Your reply should be the records below, duplicated exactly, with any picture removed.

☆ ☆ ☆ ☆

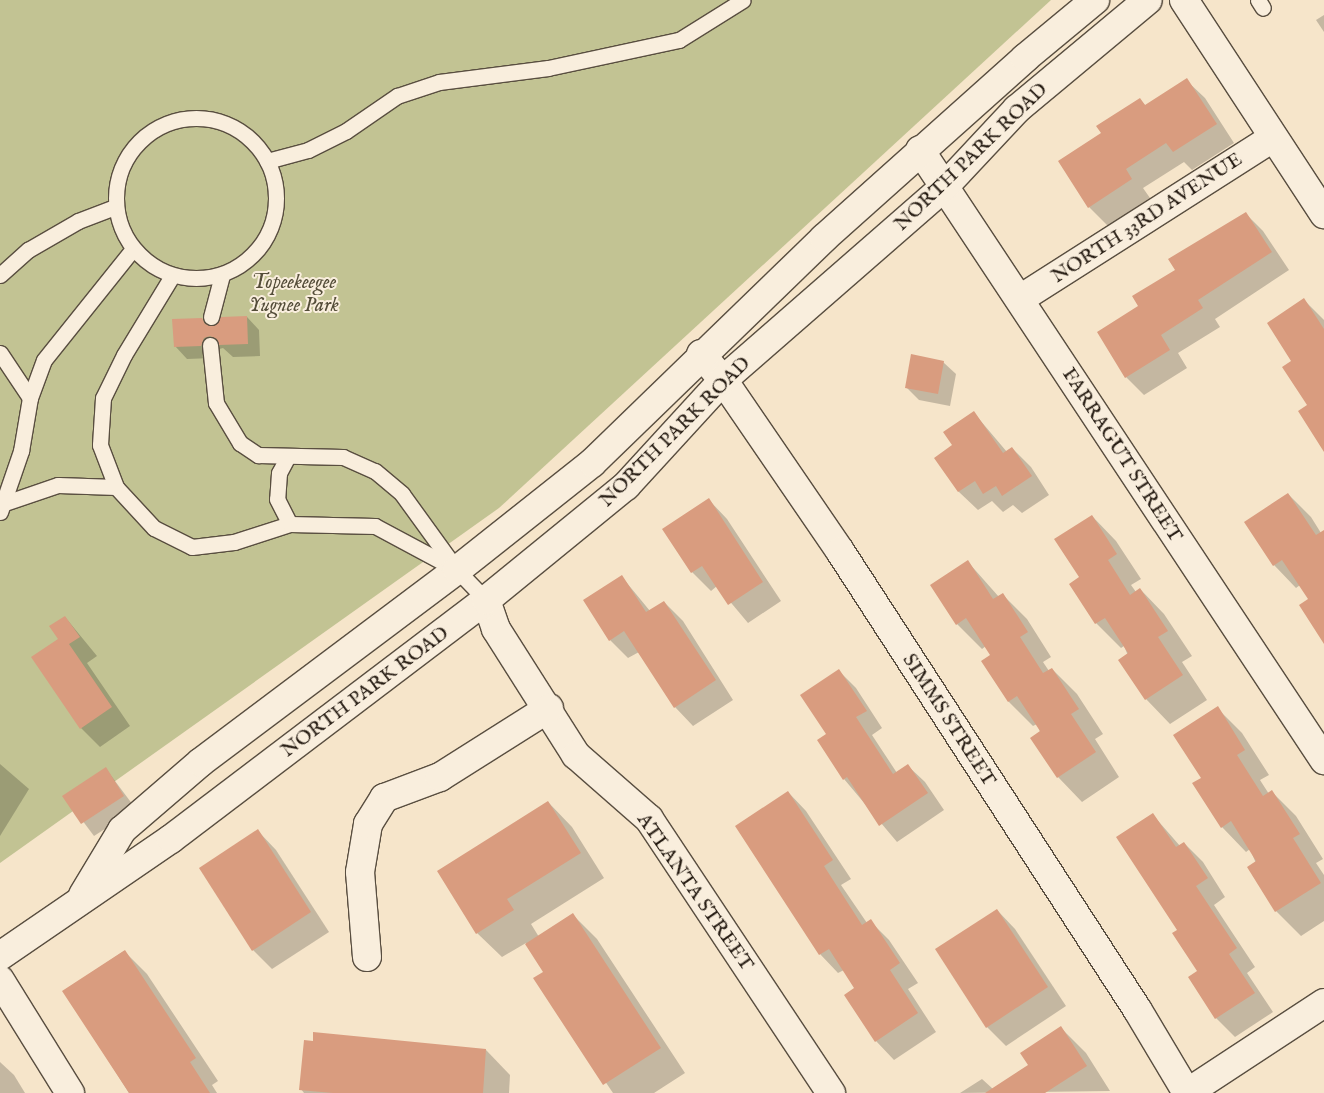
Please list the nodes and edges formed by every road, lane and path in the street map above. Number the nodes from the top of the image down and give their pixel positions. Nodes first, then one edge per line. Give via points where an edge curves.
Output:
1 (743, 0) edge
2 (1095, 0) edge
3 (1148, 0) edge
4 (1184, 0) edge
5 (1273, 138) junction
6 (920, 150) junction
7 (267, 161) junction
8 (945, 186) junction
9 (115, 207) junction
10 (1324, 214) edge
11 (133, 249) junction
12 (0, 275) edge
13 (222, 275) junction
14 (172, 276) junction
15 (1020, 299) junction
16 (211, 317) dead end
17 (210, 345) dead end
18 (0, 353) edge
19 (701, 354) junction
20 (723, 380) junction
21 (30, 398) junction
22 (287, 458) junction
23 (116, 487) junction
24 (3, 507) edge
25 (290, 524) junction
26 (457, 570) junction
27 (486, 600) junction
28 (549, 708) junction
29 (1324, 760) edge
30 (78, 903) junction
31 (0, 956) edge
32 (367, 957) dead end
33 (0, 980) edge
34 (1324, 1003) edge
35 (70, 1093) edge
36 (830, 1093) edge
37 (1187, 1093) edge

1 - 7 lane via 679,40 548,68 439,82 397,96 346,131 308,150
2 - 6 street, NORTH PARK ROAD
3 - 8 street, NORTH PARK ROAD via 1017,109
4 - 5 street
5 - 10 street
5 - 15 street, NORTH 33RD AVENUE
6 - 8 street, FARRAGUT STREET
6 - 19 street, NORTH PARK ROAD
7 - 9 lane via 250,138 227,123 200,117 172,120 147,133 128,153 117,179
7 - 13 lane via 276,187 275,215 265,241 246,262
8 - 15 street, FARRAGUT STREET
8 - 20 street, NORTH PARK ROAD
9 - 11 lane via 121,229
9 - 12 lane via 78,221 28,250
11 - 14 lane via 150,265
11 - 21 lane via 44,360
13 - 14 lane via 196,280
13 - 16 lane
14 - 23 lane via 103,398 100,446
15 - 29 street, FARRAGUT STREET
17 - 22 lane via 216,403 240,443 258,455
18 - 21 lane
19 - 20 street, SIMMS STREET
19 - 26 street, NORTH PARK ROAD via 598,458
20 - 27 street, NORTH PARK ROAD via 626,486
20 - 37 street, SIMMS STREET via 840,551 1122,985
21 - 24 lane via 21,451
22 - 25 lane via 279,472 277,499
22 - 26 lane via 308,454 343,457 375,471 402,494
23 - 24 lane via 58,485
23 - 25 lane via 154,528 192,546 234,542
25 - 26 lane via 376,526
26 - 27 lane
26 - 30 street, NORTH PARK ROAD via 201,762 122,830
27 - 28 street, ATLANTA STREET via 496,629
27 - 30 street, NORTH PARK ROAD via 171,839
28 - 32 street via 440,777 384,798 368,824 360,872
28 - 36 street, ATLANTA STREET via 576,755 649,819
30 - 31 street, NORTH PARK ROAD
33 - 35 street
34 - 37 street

☆ ☆ ☆ ☆

Written answer
Please list the nodes and edges formed by every road, lane and path in the street map above. Number the nodes from the top of the image down and give their pixel positions. Nodes first, then one edge per line. Give via points where an edge curves.
Output:
1 (743, 0) edge
2 (1095, 0) edge
3 (1148, 0) edge
4 (1184, 0) edge
5 (1273, 138) junction
6 (920, 150) junction
7 (267, 161) junction
8 (945, 186) junction
9 (115, 207) junction
10 (1324, 214) edge
11 (133, 249) junction
12 (0, 275) edge
13 (222, 275) junction
14 (172, 276) junction
15 (1020, 299) junction
16 (211, 317) dead end
17 (210, 345) dead end
18 (0, 353) edge
19 (701, 354) junction
20 (723, 380) junction
21 (30, 398) junction
22 (287, 458) junction
23 (116, 487) junction
24 (3, 507) edge
25 (290, 524) junction
26 (457, 570) junction
27 (486, 600) junction
28 (549, 708) junction
29 (1324, 760) edge
30 (78, 903) junction
31 (0, 956) edge
32 (367, 957) dead end
33 (0, 980) edge
34 (1324, 1003) edge
35 (70, 1093) edge
36 (830, 1093) edge
37 (1187, 1093) edge

1 - 7 lane via 679,40 548,68 439,82 397,96 346,131 308,150
2 - 6 street, NORTH PARK ROAD
3 - 8 street, NORTH PARK ROAD via 1017,109
4 - 5 street
5 - 10 street
5 - 15 street, NORTH 33RD AVENUE
6 - 8 street, FARRAGUT STREET
6 - 19 street, NORTH PARK ROAD
7 - 9 lane via 250,138 227,123 200,117 172,120 147,133 128,153 117,179
7 - 13 lane via 276,187 275,215 265,241 246,262
8 - 15 street, FARRAGUT STREET
8 - 20 street, NORTH PARK ROAD
9 - 11 lane via 121,229
9 - 12 lane via 78,221 28,250
11 - 14 lane via 150,265
11 - 21 lane via 44,360
13 - 14 lane via 196,280
13 - 16 lane
14 - 23 lane via 103,398 100,446
15 - 29 street, FARRAGUT STREET
17 - 22 lane via 216,403 240,443 258,455
18 - 21 lane
19 - 20 street, SIMMS STREET
19 - 26 street, NORTH PARK ROAD via 598,458
20 - 27 street, NORTH PARK ROAD via 626,486
20 - 37 street, SIMMS STREET via 840,551 1122,985
21 - 24 lane via 21,451
22 - 25 lane via 279,472 277,499
22 - 26 lane via 308,454 343,457 375,471 402,494
23 - 24 lane via 58,485
23 - 25 lane via 154,528 192,546 234,542
25 - 26 lane via 376,526
26 - 27 lane
26 - 30 street, NORTH PARK ROAD via 201,762 122,830
27 - 28 street, ATLANTA STREET via 496,629
27 - 30 street, NORTH PARK ROAD via 171,839
28 - 32 street via 440,777 384,798 368,824 360,872
28 - 36 street, ATLANTA STREET via 576,755 649,819
30 - 31 street, NORTH PARK ROAD
33 - 35 street
34 - 37 street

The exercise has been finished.